How to Use this Page
This is a web-based "handout" to help you connect with your readers using tools such as Blogger, PowerPoint, Screencast-O-Matic, and more. Below this posting you will see a series of screencasts that will help you create bookcasts (Internet booktalks) and interactive blogs that you can use as reading discussion groups.
If you would like to view any of the screencasts, you MUST use the Firefox browser or have the latest version of Internet Explorer installed. I highly recommend that you install Firefox as your default browser. It's faster, more secure, and consistently superior to Internet Explorer.
For more great Web 2.0 resources, please visit Web 204U.
For general comments or questions, please use the "comments" link directly below this post. A pop-up window will open.
Pros and Cons of Bookcasts
Pros:
- Bookcasts are audiovisual--students can not only hear what you have to say about each selection, but they can see the covers and even material from inside the book
- A bookcast allows you to give a booktalk to every student in your school, and beyond.
- Screencast-O-Matic allows you to record instructions with screenshots that students can reference later, even at home.
- Once your prep work is done, recording the bookcast and uploading it go quickly.
- Your wonderful book talk is preserved for posterity . . . or at least for students who were absent or would like to go back and listen again for more reading suggestions
Cons:
- Bookcasts require plenty of preparation. It takes a lot of time to select titles, write the script, gather images, and create the Powerpoint.
Basic Bookcast Steps
- Create a Destiny resource list of titles you'd like to booktalk
- Create a PowerPoint template for your bookcasts
- Use TitlePeek or Google for cover images
- Use one book cover per slide
- In the "Notes" pane, type your script for each book
- The grunt work is done! Now comes the easy part, which happens all at once: hook up your microphone, open the PowerPoint, and get Screencast-O-Matic ready to record. Record the PowerPoint as you read from your script.
- Print the PowerPoint with notes
- Stop recording and upload your screencast
- Copy the embedding code, paste it into a new blog post, and voila! You have created a bookcast!
Basic Discussion Group Steps:
- Create a Destiny resource list of books.
- Create a new blog at Blogger.com or Edublogs.org.
- Be sure you have chosen to moderate comments, and have them open in a pop-up window.
- Remove the "Next Blog" link from your header. Google "remove navbar blogger" to find instructions for this step.
- Create a folder on your desktop for book cover images.
- Using Destiny Resource List thumbnail images, right-click on each and "save as" in your book covers folder.
- For each title, publish a separate post. Upload the appropriate cover image for each from the folder you created.

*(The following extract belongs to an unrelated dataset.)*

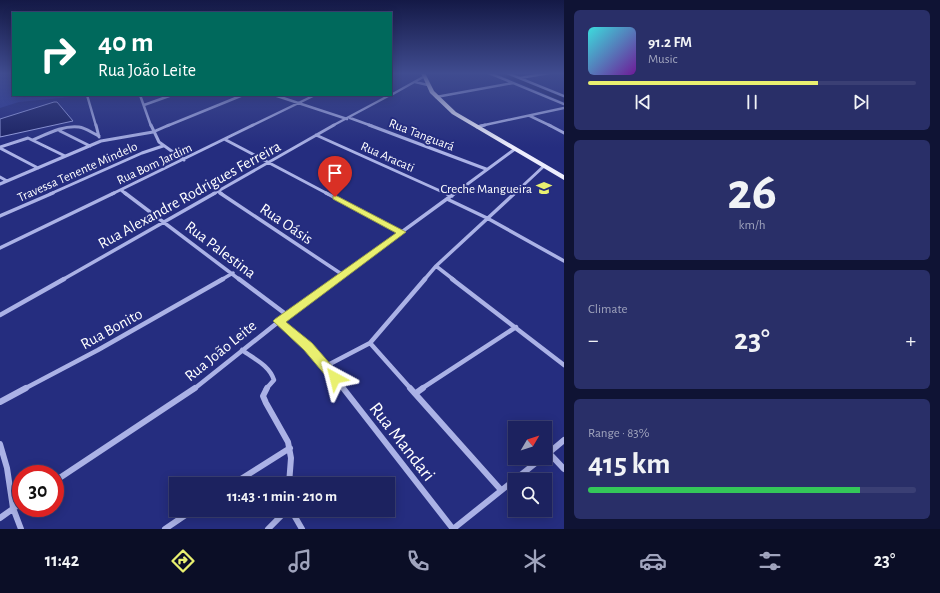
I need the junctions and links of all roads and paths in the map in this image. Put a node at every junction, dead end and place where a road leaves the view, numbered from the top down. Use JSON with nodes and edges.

- You can edit any post now or later to add your own summary or review.
The Navbar
Viewing the Screencasts Below
Create a GMail Address
Create a Blogger Account
Creating a Screencast
TIPS
- Create a "junk" e-mail account that you use for online activities such as signing up for hit counters, Java scripts, and so on. It will rapidly fill up with junk mail, but who cares? Simply delete the spam from time to time.
- Use the same user name and password for all your "public" online activity. The user name can be all or part of the address of your "junk" mail account. If you make up different ones each time you'll never remember them all.
- Reserve different, special user names and passwords for critical, secure accounts such as personal e-mail, online banking, and so on.
- Print out the sign-up page whenever you join anything online, even if you are only trying it out.
- Try everything at school first to see if it's blocked by district filters. Don't invest valuable time in anything before you find out if it's accessible at school.
- Test everything you do in Internet Explorer and Firefox.
- If your school has a variety of computers, test your content on the slowest machine you can find.